While planes are getting more efficient, and airlines insist they are doing all they can to reduce emissions pollution, the spotlight is shifting to another eco concern – namely, what happens when machines reach the end of their lifespan?
Until the early 2000s, few considered this to be an issue. Old planes that could no longer be kept in working order were disposed of like used cars – either crushed and buried or left to rust in ghostly, giant scrapyards.
In 2007, a French firm was created to offer a solution to the problem and at the same time take advantage of a business opportunity.

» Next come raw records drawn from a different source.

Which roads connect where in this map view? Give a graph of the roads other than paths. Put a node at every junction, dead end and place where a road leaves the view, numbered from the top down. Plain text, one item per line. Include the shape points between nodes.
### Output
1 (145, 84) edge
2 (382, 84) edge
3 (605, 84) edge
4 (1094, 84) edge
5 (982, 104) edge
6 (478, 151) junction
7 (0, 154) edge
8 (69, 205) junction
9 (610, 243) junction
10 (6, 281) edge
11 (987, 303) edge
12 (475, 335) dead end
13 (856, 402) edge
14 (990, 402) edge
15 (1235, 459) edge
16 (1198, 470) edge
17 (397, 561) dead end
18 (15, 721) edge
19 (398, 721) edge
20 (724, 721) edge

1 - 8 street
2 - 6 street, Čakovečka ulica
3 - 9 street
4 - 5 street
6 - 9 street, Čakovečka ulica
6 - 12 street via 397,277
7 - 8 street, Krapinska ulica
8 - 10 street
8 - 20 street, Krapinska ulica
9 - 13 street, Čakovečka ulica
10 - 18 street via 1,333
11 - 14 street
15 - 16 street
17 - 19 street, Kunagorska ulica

A redundant plane might no longer be airworthy but it is still full of components that can be used as spare parts for planes still flying.
It just takes the facilities, the tools and the know-how to turn grounded junk into a stock of profitable pieces. Tarmac Aerosave, based across the runway from Tarbes Lourdes airport in Hautes-Pyrénées, is a consortium owned by plane-maker Airbus, Safran, a high-tech aerospace and aircraft engine manufacturing company, and Suez, which specialises in waste management.
It is the world’s number one for aircraft and engine recycling.
When a plane reaches the end of its life, it is flown to Tarbes where specialist teams get to work on it.
They start with the soft stuff – seats, carpets and other fixtures and fittings – and gradually reduce the fuselage to a shell. Engines, meanwhile, get special treatment in a hangar set aside for precision dismantling.
The final stage is to cut the aeroplane into chunks using a special diamond saw so that the steel and aluminium can be recovered.
Every piece – from seats to the black box – is sorted and stored ready for resale. What cannot be reused is sent for recycling. The windowpanes, for example, are turned into fleece jackets.
The whole process, from the plane’s final landing to the recycling bin, can take as little as two weeks, depending on the size of the aircraft. Almost 300 planes have been processed in this way over the last 14 years.